In 2014, natural gas prices on Australia’s east coast were around AUD $4 per gigajoule. Within three years, they had jumped to AUD $20 per gigajoule, sparking anger among voters, companies and politicians. Rising natural gas costs in Australia have unsurprisingly fed into higher household electricity bills and complaints about regulation.
An increase in gas exports in recent years has seen Australia become the biggest gas exporter in the world. From 2000 to 2015, Australian exports of liquefied natural gas (LNG) tripled. Since then, LNG exports have nearly tripled again. Australia is now the world’s largest exporter of LNG.
Why did gas prices in Australia rise in recent years?
By most accounts, the era of cheap natural gas in Australia is well and truly over. Most natural gas on the east coast over the last decade was produced as a byproduct of pumping crude oil in the south. Cities such as Sydney, Melbourne, Brisbane and Adelaide benefited from cheap gas because the oil effectively subsidised gas production. Once the oil ran out, the price of producing gas shot up, says Reuters. Moreover, the east coast has only about 10 years of proven gas reserves at current production levels. Also, it has emerged that gas reserves were grossly over-estimated in eastern Australia.
To reduce gas prices, the east coast would have to invest far more into exploration, distribution (through pipelines) and processing. This would cost taxpayers billions of dollars. “In other words, this will be expensive gas, unless the [Australian] government is prepared to back its gas-led recovery plans with massive subsidies”, Reuters said in March 2021. Alternatively, eastern Australia could import gas (in liquefied form) from Western Australia, which has far more reserves. Either option would still add to gas prices.
What is the average Australian gas bill?
The average quarterly gas bill for a household in Australia was around AUD $179, according to a survey by Canstar Blue in January 2021. Households in Tasmania reported the highest average gas bills, while those in Western Australia reported the lowest.
In May 2021, Finder Consumer Sentiment Tracker found that the average quarterly household gas bill in Victoria was AUD $234.20, while the lowest bills were also found in Western Australia at AUD $133.70. These numbers are estimates, and it is likely that most household gas bills will fall within these ranges.
Have natural gas costs fallen in Australia recently?
Gas prices have fallen across eastern Australia in recent months after rising until 2017. Some have said that this is due to government intervention or private investment.

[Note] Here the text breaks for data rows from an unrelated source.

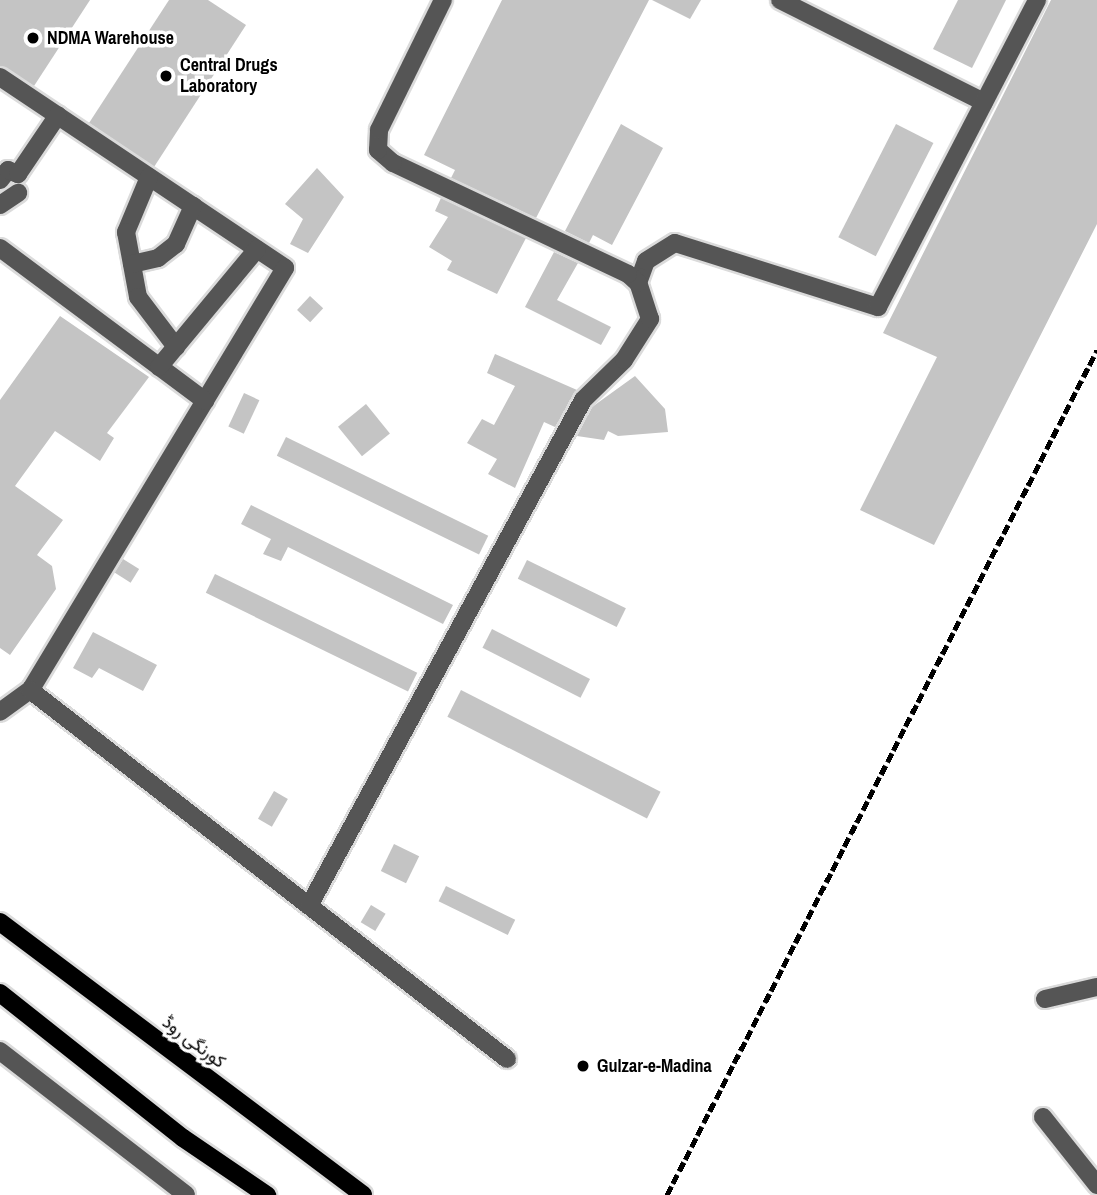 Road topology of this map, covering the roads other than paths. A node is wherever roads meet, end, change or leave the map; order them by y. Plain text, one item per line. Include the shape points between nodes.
1 (443, 0) edge
2 (780, 0) edge
3 (1037, 0) edge
4 (2, 83) edge
5 (984, 102) junction
6 (58, 116) junction
7 (149, 177) junction
8 (0, 180) edge
9 (18, 193) dead end
10 (0, 205) edge
11 (193, 206) junction
12 (0, 248) edge
13 (257, 249) junction
14 (132, 264) junction
15 (638, 283) junction
16 (176, 347) junction
17 (159, 367) junction
18 (205, 401) junction
19 (30, 690) junction
20 (0, 712) edge
21 (309, 906) junction
22 (0, 922) edge
23 (1097, 988) edge
24 (0, 993) edge
25 (1045, 999) dead end
26 (0, 1051) edge
27 (508, 1059) dead end
28 (1043, 1117) dead end
29 (1097, 1185) edge
30 (186, 1195) edge
31 (267, 1195) edge
32 (363, 1195) edge

1 - 15 street via 379,130 383,157
2 - 5 street
3 - 5 street
4 - 6 street
5 - 15 street via 878,307 675,243 646,261
6 - 7 street
6 - 8 street via 18,174 8,170
7 - 11 street
7 - 14 street via 126,232
9 - 10 street
11 - 13 street
11 - 14 street via 176,244 158,258
12 - 17 street
13 - 16 street
13 - 18 street via 285,268
14 - 16 street via 138,297
15 - 21 street via 650,319 624,360 583,400
16 - 17 street
17 - 18 street
18 - 19 street
19 - 20 street
19 - 21 street
21 - 27 street
22 - 32 main road, کورنگی روڈ
23 - 25 street
24 - 31 main road via 183,1138
26 - 30 street
28 - 29 street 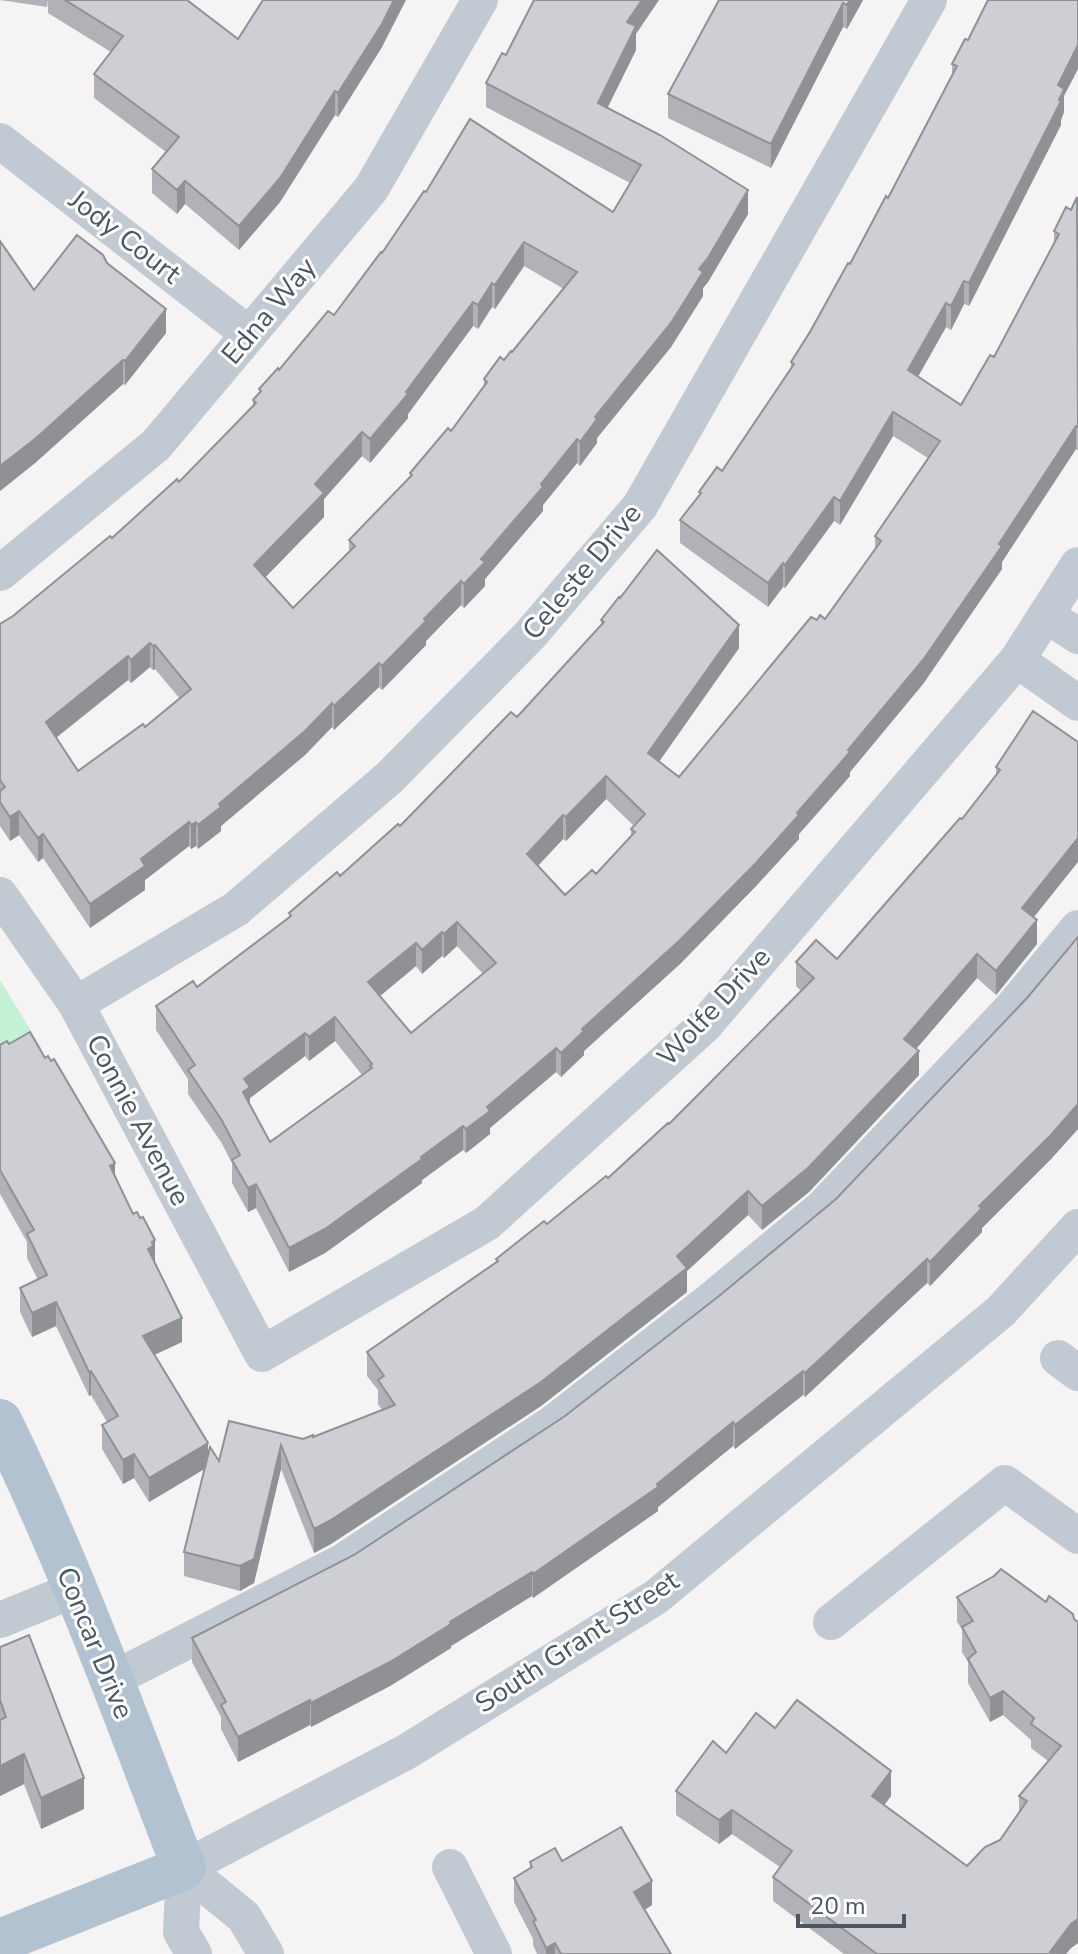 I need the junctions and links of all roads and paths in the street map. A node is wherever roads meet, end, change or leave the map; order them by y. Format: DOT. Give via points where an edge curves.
graph roads {
  1 [pos="480,0"];
  2 [pos="929,0"];
  3 [pos="0,141"];
  4 [pos="249,334"];
  5 [pos="1078,565"];
  6 [pos="0,573"];
  7 [pos="1046,615"];
  8 [pos="1078,636"];
  9 [pos="1017,660"];
  10 [pos="1078,703"];
  11 [pos="0,895"];
  12 [pos="1078,928"];
  13 [pos="76,1004"];
  14 [pos="1078,1227"];
  15 [pos="262,1354"];
  16 [pos="0,1421"];
  17 [pos="1078,1536"];
  18 [pos="74,1590"];
  19 [pos="0,1620"];
  20 [pos="831,1622"];
  21 [pos="111,1680"];
  22 [pos="450,1867"];
  23 [pos="184,1868"];
  24 [pos="0,1941"];
  25 [pos="194,1954"];
  26 [pos="266,1954"];
  27 [pos="494,1954"];
  1 -- 4 [label="street, Edna Way" via="371,189"];
  2 -- 13 [label="street, Celeste Drive" via="640,506 530,635 389,778 236,909"];
  3 -- 4 [label="street, Jody Court"];
  4 -- 6 [label="street, Edna Way" via="156,445"];
  5 -- 7 [label="street, Wolfe Drive"];
  7 -- 8 [label="street"];
  7 -- 9 [label="street, Wolfe Drive"];
  9 -- 10 [label="street"];
  9 -- 15 [label="street, Wolfe Drive" via="704,1026 487,1223"];
  11 -- 13 [label="street, Connie Avenue"];
  12 -- 21 [label="street" via="1011,1009 823,1207 565,1414 342,1562"];
  13 -- 15 [label="street, Connie Avenue"];
  14 -- 23 [label="street, South Grant Street" via="1001,1311 656,1597 406,1752"];
  16 -- 18 [label="main road, Concar Drive"];
  17 -- 20 [label="street" via="1005,1483"];
  18 -- 19 [label="street"];
  18 -- 21 [label="main road, Concar Drive"];
  21 -- 23 [label="main road, Concar Drive"];
  22 -- 27 [label="street"];
  23 -- 24 [label="main road, South Grant Street"];
  23 -- 25 [label="street, Concar Drive" via="181,1932"];
  23 -- 26 [label="street, Concar Drive" via="244,1917"];
} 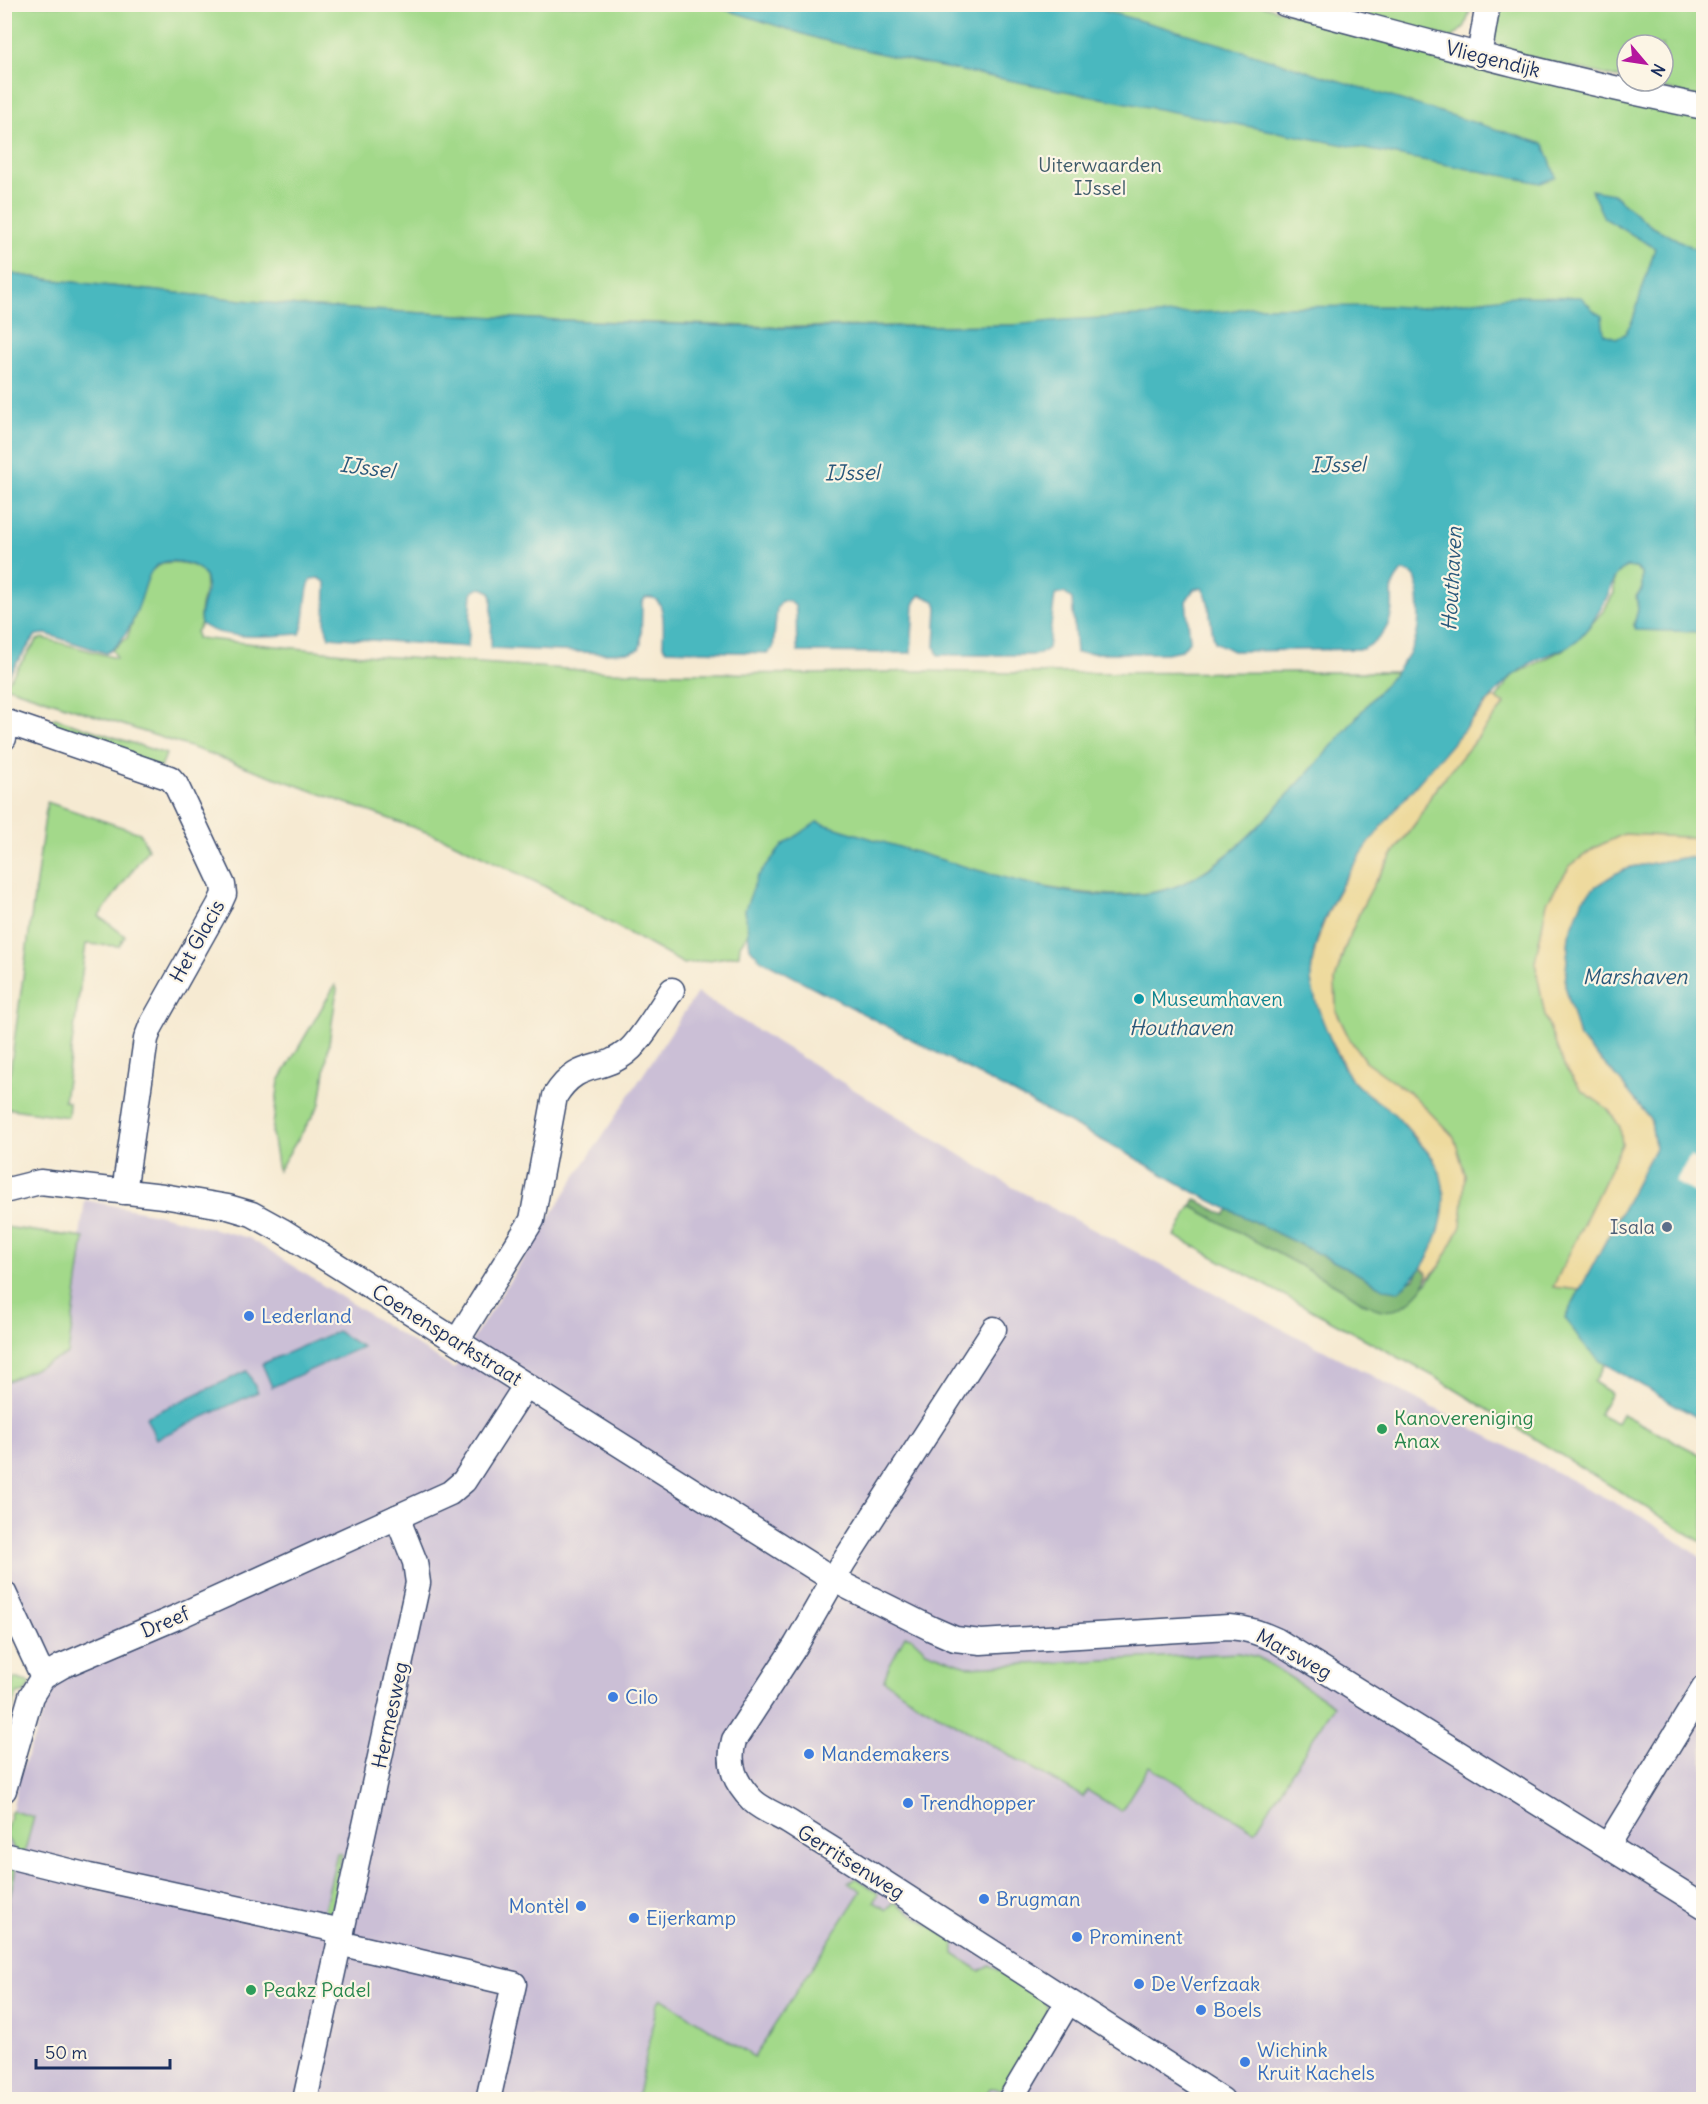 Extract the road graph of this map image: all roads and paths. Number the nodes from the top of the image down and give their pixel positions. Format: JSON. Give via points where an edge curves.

But, “the fall in gas prices has been in part driven by record low oil and LNG spot prices exacerbated by the COVID-19 pandemic”, says the Australian Competition and Consumer Commission (ACCC). In other words, the pandemic caused a big fall in worldwide demand for gas. That, in turn, has helped prices fall very quickly.
Other forces have also rocked Australia’s natural gas costs. Demand for gas for the Australian electricity grid has plunged as Australians have installed solar panels on rooftops in record numbers. Moreover, huge solar and wind farms are now generating electricity for the grid for far less than gas. Household demand for gas is also under threat from consumers switching to electric cookers and electric heat pumps to cut their energy bills.
Analysts also warn that about AUD $56.2 billion of gas pipelines under construction or planned in Australia could become “stranded assets” as the world moves to cut carbon emissions. Fossil fuels have already become more expensive to run compared to clean energy. Yet, the Australian government continues to invest in gas power stations despite warnings from the National Energy Board chair that they do not make economic sense.
The problem for Australian gas in the future is not the lack of supply, but falling demand. While it may reduce prices further, it also creates an expensive headache for Australian taxpayers.